◆ Data extracted from a collection
*** Begin section ***
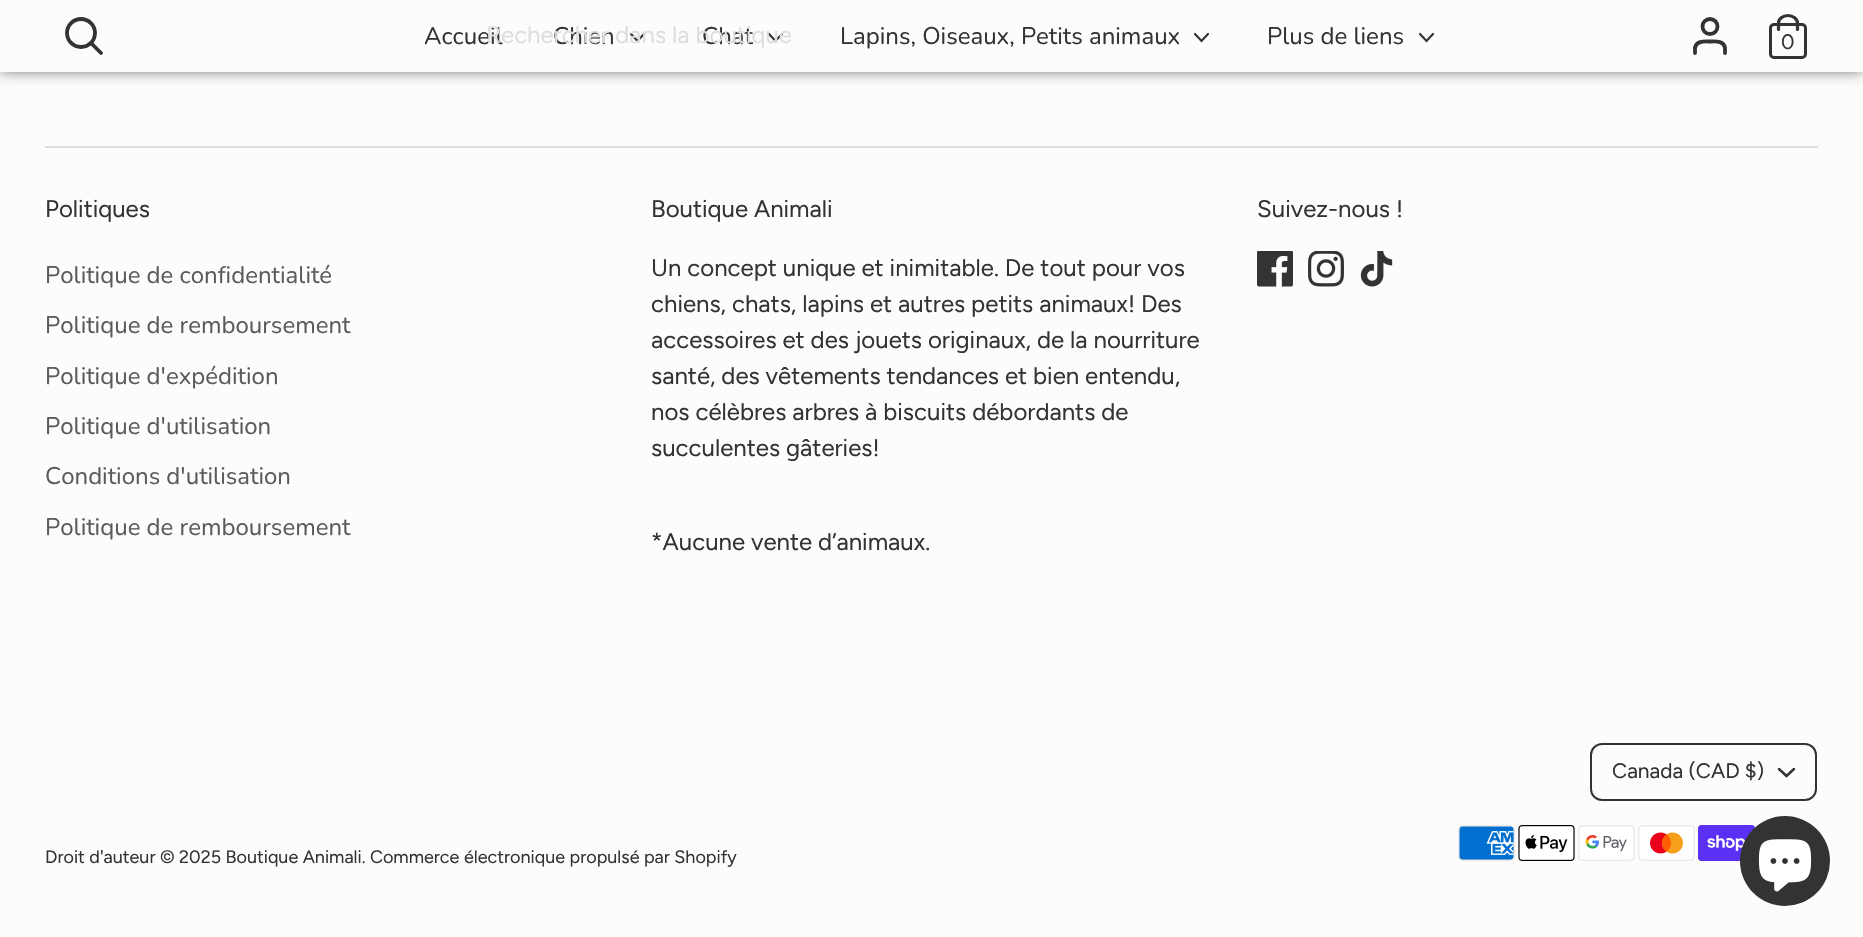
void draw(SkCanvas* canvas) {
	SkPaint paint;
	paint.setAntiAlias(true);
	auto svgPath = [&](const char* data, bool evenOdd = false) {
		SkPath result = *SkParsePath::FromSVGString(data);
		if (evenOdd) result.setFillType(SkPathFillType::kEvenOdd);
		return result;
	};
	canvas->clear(0xfffdfcfa);
	paint.setColor(0xbf000000);
	paint.setMaskFilter(SkMaskFilter::MakeBlur(kNormal_SkBlurStyle, 7.5));
	canvas->drawRect(SkRect::MakeXYWH(0, -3, 1863, 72), paint);
	paint.setMaskFilter(nullptr);
	paint.setColor(0xfffdfcfa);
	canvas->drawRect(SkRect::MakeXYWH(0, 0, 1863, 72), paint);
	paint.setStroke(true);
	paint.setStrokeWidth(3.8);
	paint.setColor(0xff333333);
	canvas->drawCircle(81, 33, 14, paint);
	paint.setStrokeCap(SkPaint::kRound_Cap);
	canvas->drawPath(svgPath("M101 53L91 43"), paint);
	SkFont f1(fontMgr->matchFamilyStyle("Nunito", SkFontStyle::Normal()), 24);
	f1.setSubpixel(true);
	paint.setStroke(false);
	canvas->drawString("Accueil", 424, 44, f1, paint);
	canvas->drawString("Chien", 553, 44, f1, paint);
	paint.setStroke(true);
	paint.setStrokeWidth(2.2);
	canvas->drawPath(svgPath("M631 34L637.5 41L644 34"), paint);
	paint.setStroke(false);
	canvas->drawString("Chat", 702, 44, f1, paint);
	paint.setStroke(true);
	canvas->drawPath(svgPath("M769 34L775.5 41L782 34"), paint);
	SkFont f2(fontMgr->matchFamilyStyle("Figtree", SkFontStyle::Normal()), 24);
	f2.setSubpixel(true);
	paint.setStroke(false);
	paint.setColor(0xffdededc);
	canvas->drawString("Rechercher dans la boutique", 486, 43, f2, paint);
	paint.setStroke(true);
	paint.setStrokeWidth(3.8);
	paint.setColor(0xff333333);
	canvas->drawPath(svgPath("M1725 53V47.5C1723.5 40.5 1715.5 41.5 1710 41.5C1704.5 41.5 1696.5 40.5 1695 47.5V53"), paint);
	paint.setStrokeCap(SkPaint::kButt_Cap);
	canvas->drawCircle(1710, 26.5, 7.5, paint);
	paint.setStrokeWidth(3);
	canvas->drawRoundRect(SkRect::MakeXYWH(1770.5, 24.5, 35, 33), 3.5, 3.5, paint);
	paint.setStrokeWidth(3.2);
	paint.setStrokeCap(SkPaint::kRound_Cap);
	canvas->drawPath(svgPath("M1778.5 29.5V23C1778.5 19 1782.5 15.5 1788 15.5C1793 15.5 1797.5 19 1797.5 23V29.5"), paint);
	SkFont f3(fontMgr->matchFamilyStyle("Figtree", SkFontStyle::Normal()), 21);
	f3.setSubpixel(true);
	paint.setStroke(false);
	canvas->drawString("0", 1781, 49, f3, paint);
	canvas->drawString("Lapins, Oiseaux, Petits animaux", 840, 44, f1, paint);
	paint.setStroke(true);
	paint.setStrokeWidth(2.2);
	canvas->drawPath(svgPath("M1195 34L1201.5 41L1208 34"), paint);
	paint.setStroke(false);
	canvas->drawString("Plus de liens", 1267, 44, f1, paint);
	paint.setStroke(true);
	canvas->drawPath(svgPath("M1420 34L1426.5 41L1433 34"), paint);
	paint.setStroke(false);
	paint.setColor(0xffdfdedc);
	canvas->drawRect(SkRect::MakeXYWH(45, 146, 1773, 2), paint);
	paint.setColor(0xff333333);
	canvas->drawString("Politiques", 45, 217, f2, paint);
	paint.setColor(0xff5b5b5b);
	canvas->drawString("Politique de confidentialité", 45, 283, f1, paint);
	canvas->drawString("Politique de remboursement", 45, 333, f1, paint);
	canvas->drawString("Politique d'expédition", 45, 384, f1, paint);
	canvas->drawString("Politique d'utilisation", 45, 434, f1, paint);
	canvas->drawString("Conditions d'utilisation", 45, 484, f1, paint);
	canvas->drawString("Politique de remboursement", 45, 535, f1, paint);
	paint.setColor(0xff333333);
	canvas->drawString("Boutique Animali", 651, 217, f2, paint);
	canvas->drawString("Un concept unique et inimitable. De tout pour vos", 651, 276, f2, paint);
	canvas->drawString("chiens, chats, lapins et autres petits animaux! Des", 651, 312, f2, paint);
	canvas->drawString("accessoires et des jouets originaux, de la nourriture", 651, 348, f2, paint);
	canvas->drawString("santé, des vêtements tendances et bien entendu,", 651, 384, f2, paint);
	canvas->drawString("nos célèbres arbres à biscuits débordants de", 651, 420, f2, paint);
	canvas->drawString("succulentes gâteries!", 651, 456, f2, paint);
	canvas->drawString("*Aucune vente d’animaux.", 651, 550, f2, paint);
	canvas->drawString("Suivez-nous !", 1257, 217, f2, paint);
	canvas->drawImageRect(SkImages::DeferredFromEncodedData(SkData::MakeFromFileName("img1.png")), SkRect::MakeXYWH(1257, 251, 36, 36), SkSamplingOptions());
	canvas->drawImageRect(SkImages::DeferredFromEncodedData(SkData::MakeFromFileName("img2.png")), SkRect::MakeXYWH(1308, 251, 36, 36), SkSamplingOptions());
	canvas->drawImageRect(SkImages::DeferredFromEncodedData(SkData::MakeFromFileName("img3.png")), SkRect::MakeXYWH(1360, 251, 33, 36), SkSamplingOptions());
	paint.setStroke(true);
	paint.setStrokeWidth(2);
	paint.setStrokeCap(SkPaint::kButt_Cap);
	canvas->drawRoundRect(SkRect::MakeXYWH(1591, 744, 225, 56), 11, 11, paint);
	paint.setStroke(false);
	canvas->drawString("Canada (CAD $)", 1612, 778, f3, paint);
	paint.setStroke(true);
	paint.setStrokeWidth(2.5);
	paint.setStrokeCap(SkPaint::kRound_Cap);
	canvas->drawPath(svgPath("M1779 769L1786.5 776L1794 769"), paint);
	canvas->drawImageRect(SkImages::DeferredFromEncodedData(SkData::MakeFromFileName("img4.png")), SkRect::MakeXYWH(1458, 825, 57, 36), SkSamplingOptions());
	canvas->drawImageRect(SkImages::DeferredFromEncodedData(SkData::MakeFromFileName("img5.png")), SkRect::MakeXYWH(1518, 825, 57, 36), SkSamplingOptions());
	canvas->drawImageRect(SkImages::DeferredFromEncodedData(SkData::MakeFromFileName("img6.png")), SkRect::MakeXYWH(1578, 825, 57, 36), SkSamplingOptions());
	canvas->drawImageRect(SkImages::DeferredFromEncodedData(SkData::MakeFromFileName("img7.png")), SkRect::MakeXYWH(1638, 825, 57, 36), SkSamplingOptions());
	canvas->drawImageRect(SkImages::DeferredFromEncodedData(SkData::MakeFromFileName("img8.png")), SkRect::MakeXYWH(1698, 825, 57, 36), SkSamplingOptions());
	canvas->drawImageRect(SkImages::DeferredFromEncodedData(SkData::MakeFromFileName("img9.png")), SkRect::MakeXYWH(1812, 825, 3, 3), SkSamplingOptions());
	SkFont f4(fontMgr->matchFamilyStyle("Figtree", SkFontStyle::Normal()), 18);
	f4.setSubpixel(true);
	paint.setStroke(false);
	canvas->drawString("Droit d'auteur © 2025 Boutique Animali. Commerce électronique propulsé par Shopify", 45, 863, f4, paint);
	canvas->drawCircle(1785, 861, 45, paint);
	canvas->drawImageRect(SkImages::DeferredFromEncodedData(SkData::MakeFromFileName("img10.png")), SkRect::MakeXYWH(1758, 839, 54, 53), SkSamplingOptions());
}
*** End section ***
◆ WHAT TO PRODUCE
Please make an exact copy of the lines above from the line with "SkPath result = *SkParsePath::FromSVGString(data);" through the line with "paint.setColor(0xfffdfcfa);", both ends included.

◆ EXERCISE ANSWER
		SkPath result = *SkParsePath::FromSVGString(data);
		if (evenOdd) result.setFillType(SkPathFillType::kEvenOdd);
		return result;
	};
	canvas->clear(0xfffdfcfa);
	paint.setColor(0xbf000000);
	paint.setMaskFilter(SkMaskFilter::MakeBlur(kNormal_SkBlurStyle, 7.5));
	canvas->drawRect(SkRect::MakeXYWH(0, -3, 1863, 72), paint);
	paint.setMaskFilter(nullptr);
	paint.setColor(0xfffdfcfa);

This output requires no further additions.